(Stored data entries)
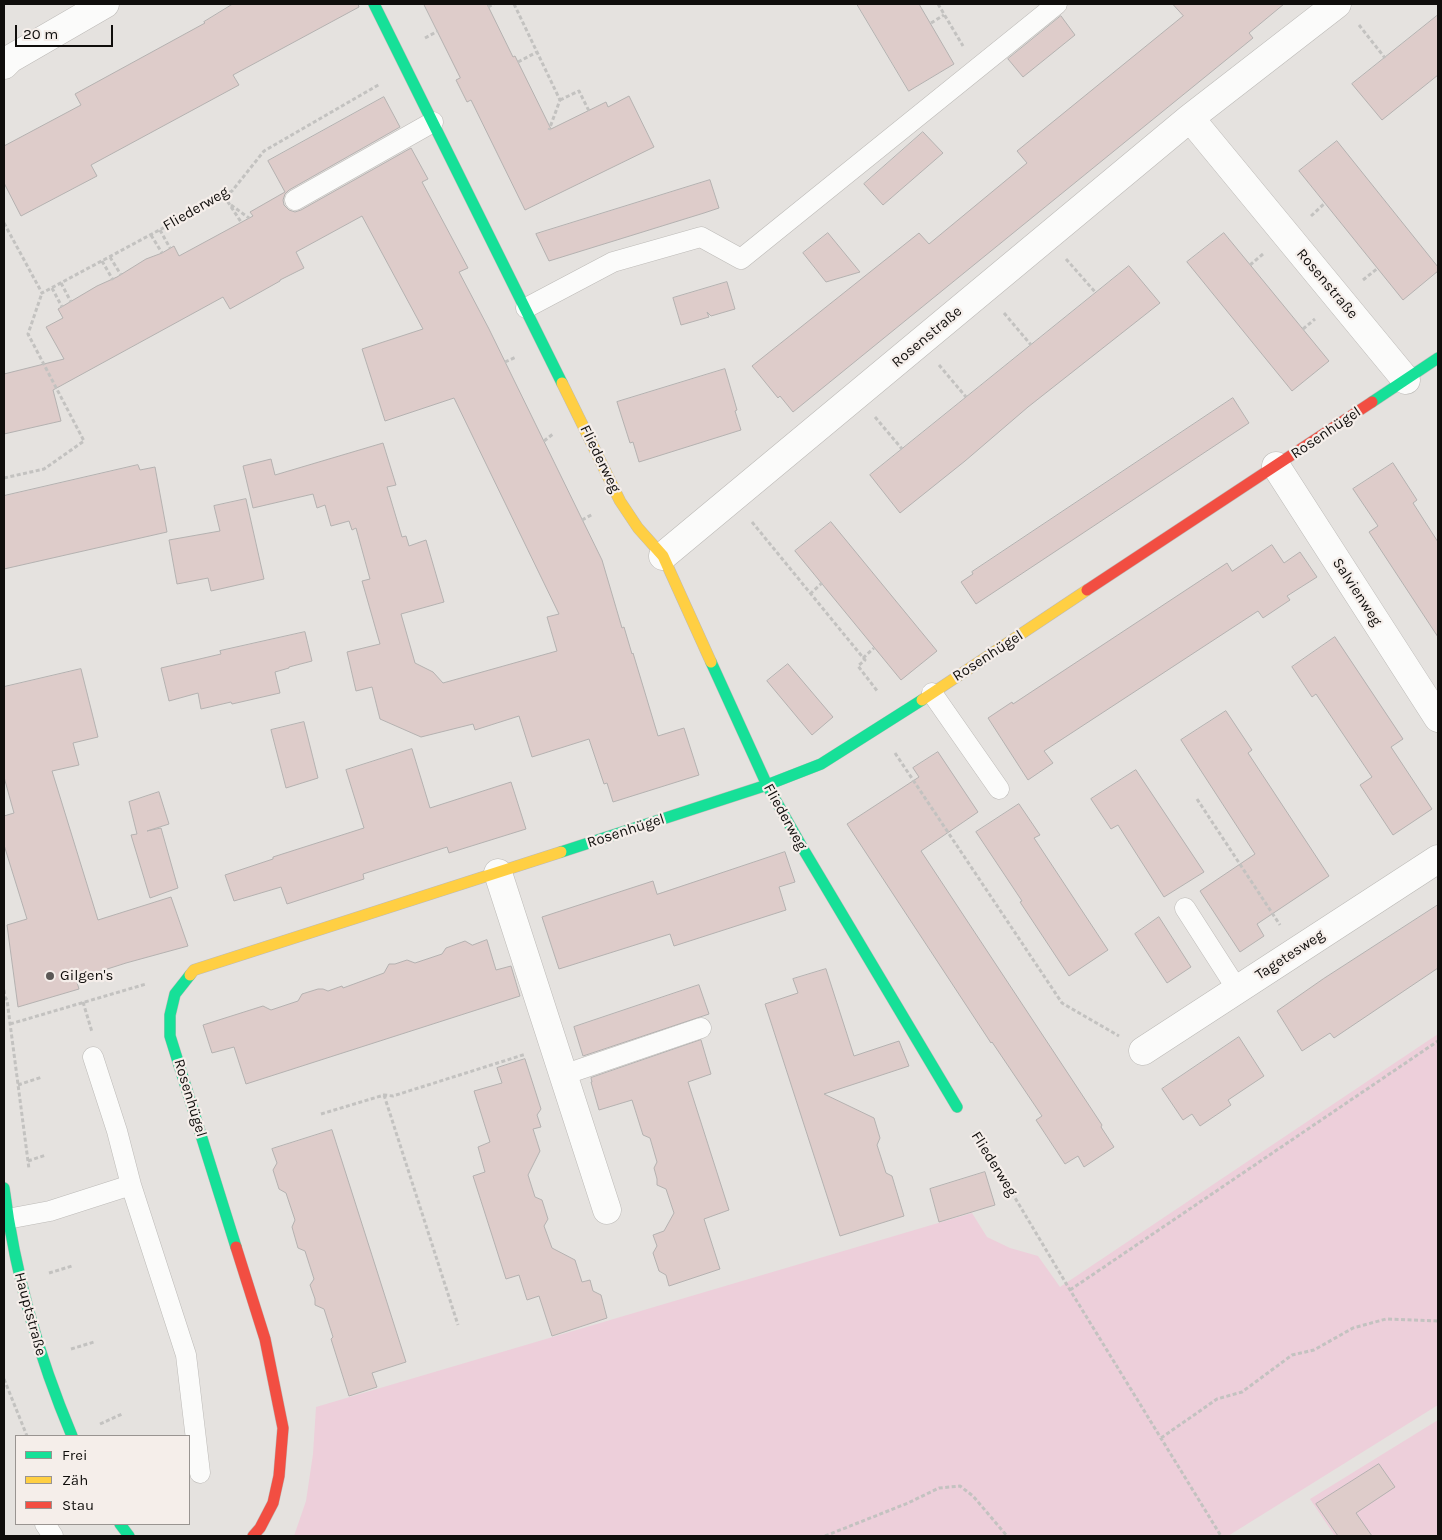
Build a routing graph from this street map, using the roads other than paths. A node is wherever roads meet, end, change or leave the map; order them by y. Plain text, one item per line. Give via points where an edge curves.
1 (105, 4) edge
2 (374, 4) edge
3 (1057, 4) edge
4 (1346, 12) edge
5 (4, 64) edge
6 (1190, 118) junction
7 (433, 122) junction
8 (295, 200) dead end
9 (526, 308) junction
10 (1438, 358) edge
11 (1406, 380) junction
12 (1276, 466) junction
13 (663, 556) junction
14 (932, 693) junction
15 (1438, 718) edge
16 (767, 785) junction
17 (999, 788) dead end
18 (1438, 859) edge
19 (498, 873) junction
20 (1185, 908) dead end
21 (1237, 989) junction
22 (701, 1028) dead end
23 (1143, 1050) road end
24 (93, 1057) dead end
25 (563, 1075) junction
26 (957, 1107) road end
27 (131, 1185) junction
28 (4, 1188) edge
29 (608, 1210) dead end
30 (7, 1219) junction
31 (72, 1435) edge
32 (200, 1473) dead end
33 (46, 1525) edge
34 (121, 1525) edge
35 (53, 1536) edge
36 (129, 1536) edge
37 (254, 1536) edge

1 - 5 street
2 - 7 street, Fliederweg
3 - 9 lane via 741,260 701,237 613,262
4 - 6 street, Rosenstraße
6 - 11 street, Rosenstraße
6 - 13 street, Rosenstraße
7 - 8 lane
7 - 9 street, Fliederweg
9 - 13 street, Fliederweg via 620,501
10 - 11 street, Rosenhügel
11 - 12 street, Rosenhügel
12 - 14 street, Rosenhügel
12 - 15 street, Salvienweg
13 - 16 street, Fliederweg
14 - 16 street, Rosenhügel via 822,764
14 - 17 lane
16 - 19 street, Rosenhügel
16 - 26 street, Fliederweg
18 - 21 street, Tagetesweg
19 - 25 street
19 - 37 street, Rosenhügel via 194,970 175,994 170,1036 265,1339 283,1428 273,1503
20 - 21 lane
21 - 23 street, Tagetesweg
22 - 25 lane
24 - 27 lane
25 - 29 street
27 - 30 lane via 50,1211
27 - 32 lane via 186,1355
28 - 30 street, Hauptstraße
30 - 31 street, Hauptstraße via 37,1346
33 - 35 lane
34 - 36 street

### INSTRUCTIONS FOR THE TASK
In the entries above, find every line with the word "lane" and list it.

### FINISHED TASK
3 - 9 lane via 741,260 701,237 613,262
7 - 8 lane
14 - 17 lane
20 - 21 lane
22 - 25 lane
24 - 27 lane
27 - 30 lane via 50,1211
27 - 32 lane via 186,1355
33 - 35 lane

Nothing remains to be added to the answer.